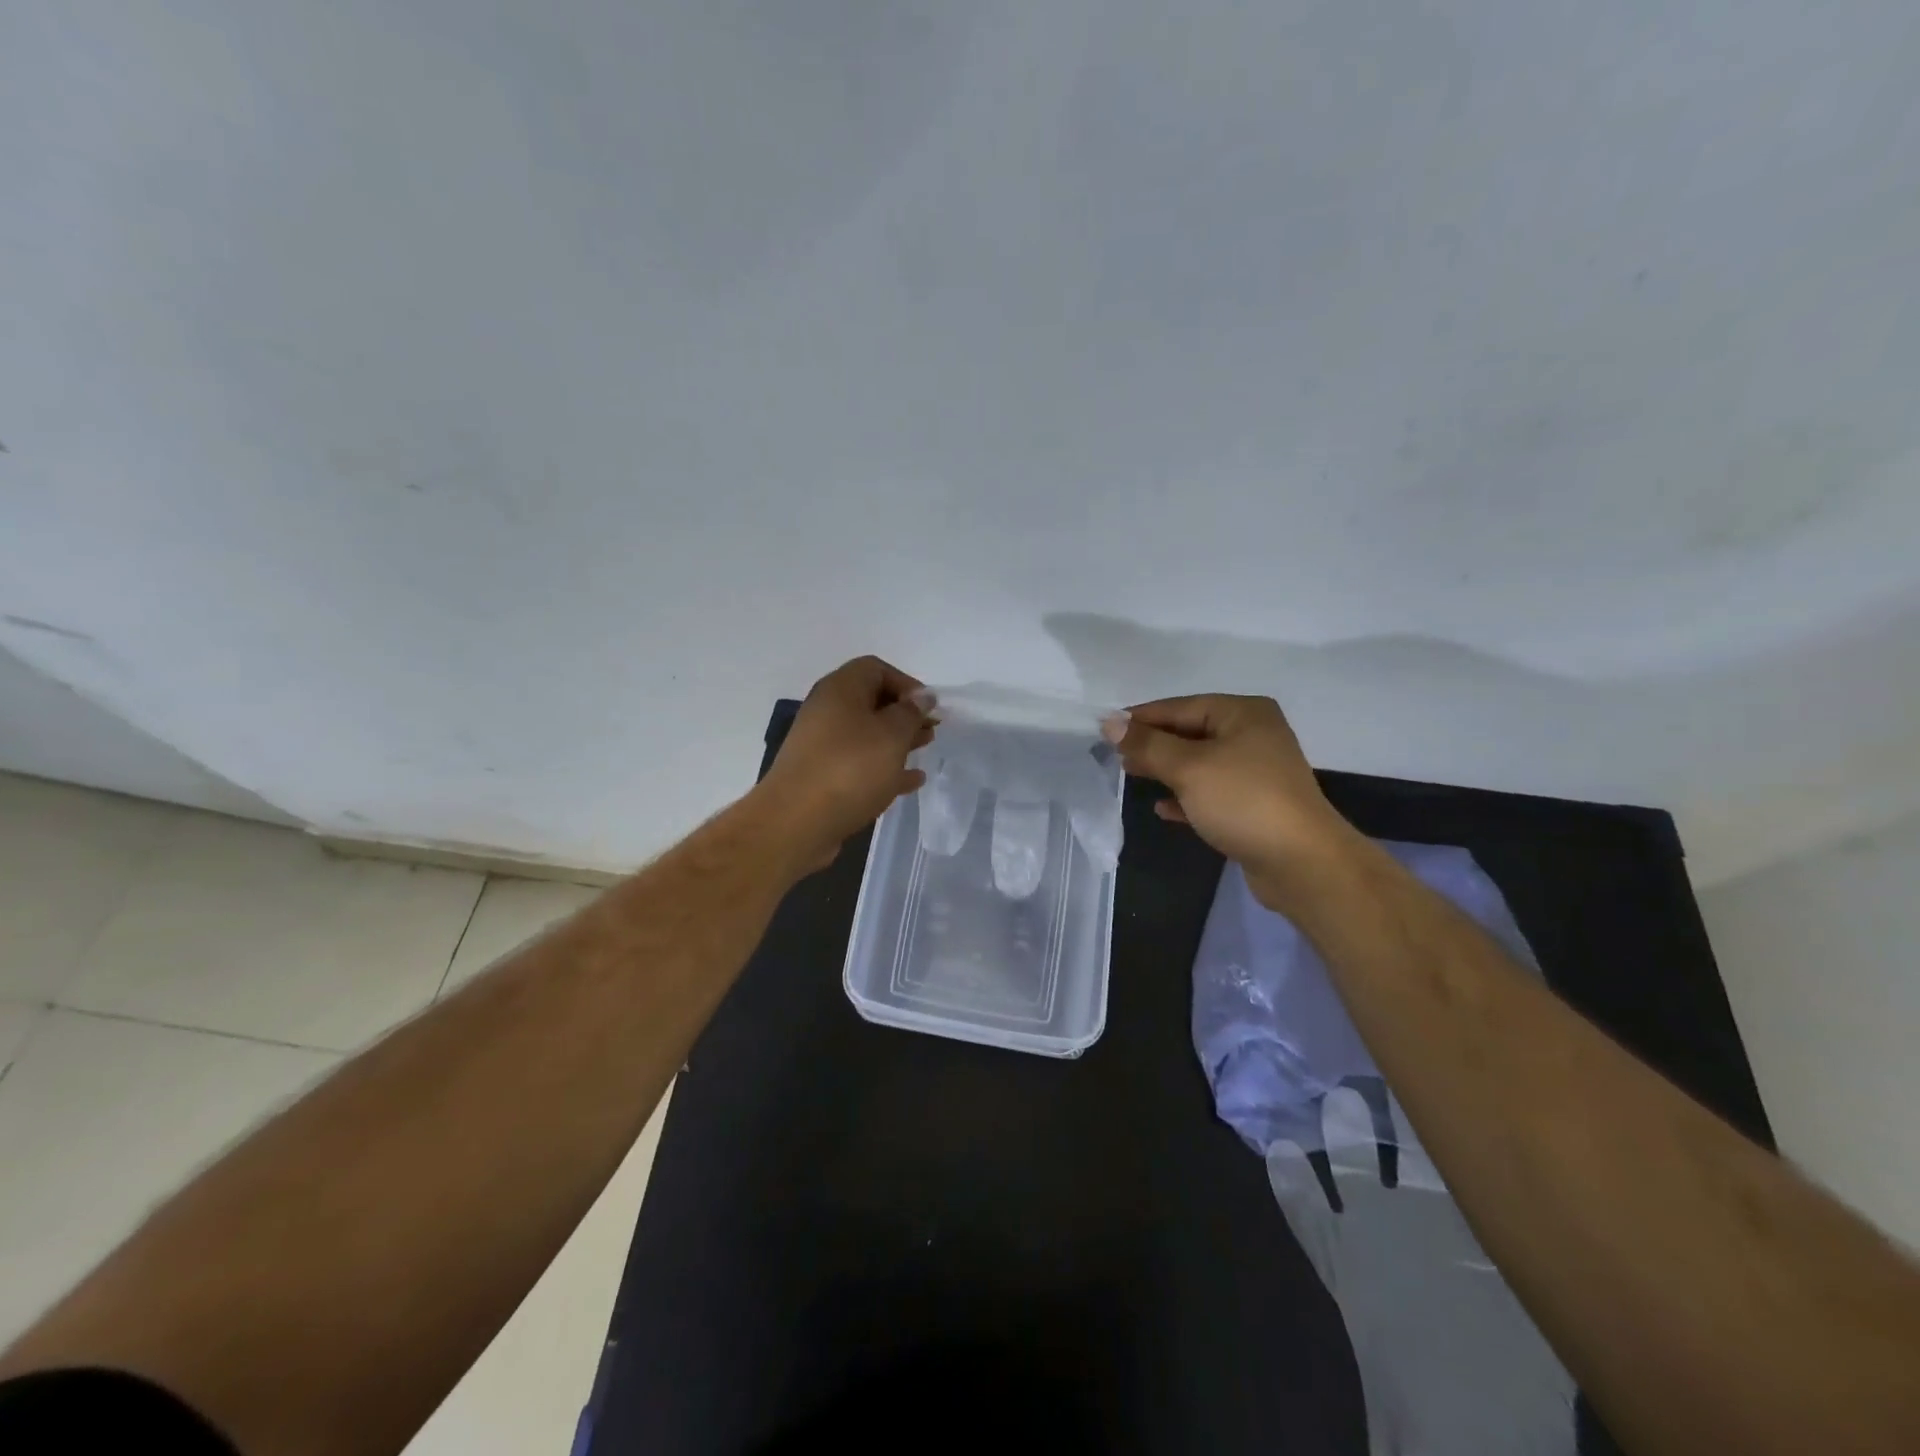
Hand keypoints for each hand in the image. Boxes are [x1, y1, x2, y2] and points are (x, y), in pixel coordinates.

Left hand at [757, 656, 932, 872]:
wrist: (796, 822)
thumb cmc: (850, 768)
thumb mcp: (891, 735)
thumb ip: (911, 712)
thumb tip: (922, 696)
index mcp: (840, 690)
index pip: (875, 668)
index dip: (906, 683)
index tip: (928, 707)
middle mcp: (827, 711)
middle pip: (871, 701)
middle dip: (904, 713)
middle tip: (931, 729)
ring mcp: (822, 745)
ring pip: (866, 734)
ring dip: (897, 740)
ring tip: (925, 749)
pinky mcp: (822, 776)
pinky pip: (859, 763)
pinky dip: (884, 767)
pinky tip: (910, 781)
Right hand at [1105, 694, 1356, 908]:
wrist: (1302, 863)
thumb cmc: (1243, 801)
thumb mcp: (1188, 768)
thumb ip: (1147, 745)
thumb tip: (1109, 722)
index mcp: (1243, 713)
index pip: (1180, 707)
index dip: (1140, 718)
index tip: (1103, 729)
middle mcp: (1252, 735)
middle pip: (1189, 733)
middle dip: (1152, 744)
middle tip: (1114, 755)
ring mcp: (1255, 772)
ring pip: (1198, 764)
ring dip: (1165, 769)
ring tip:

## Your task
Wherever a picture appears, omit it; copy the rest of the data exactly.

## Problem solution
Hand keypoints for each hand in the image. Boxes are [x1, y1, x2, y2] and points are (x, y), in pixel coordinates.

Left hand at [757, 656, 932, 872]:
wrist: (796, 822)
thumb cmc: (850, 768)
thumb mcp: (891, 735)
thumb ip: (911, 712)
thumb tip: (922, 696)
index mcp: (840, 690)
index pip: (875, 668)
index dip: (906, 683)
index tip: (928, 707)
middle mcp: (827, 711)
middle pip: (871, 701)
middle dip: (904, 713)
middle tip: (931, 729)
ring mcp: (822, 745)
ring pip: (866, 734)
ring dip: (897, 740)
ring tip: (925, 749)
pinky mcp: (822, 776)
pinky pip: (859, 763)
pinky dip: (884, 767)
pinky tip: (910, 781)
Right hand at [1105, 694, 1356, 908]:
wrist: (1302, 863)
thumb cmc: (1243, 801)
thumb mcp: (1188, 768)
thumb ip: (1147, 745)
thumb tip: (1109, 722)
index mcp: (1243, 713)
index pip: (1180, 707)
index dip: (1140, 718)
index tip: (1103, 729)
middle mcp: (1252, 735)
middle pip: (1189, 733)
middle dip: (1152, 744)
middle tip: (1114, 755)
ring mcp: (1255, 772)
ring pip: (1198, 764)
ring dip: (1165, 769)
ring tip:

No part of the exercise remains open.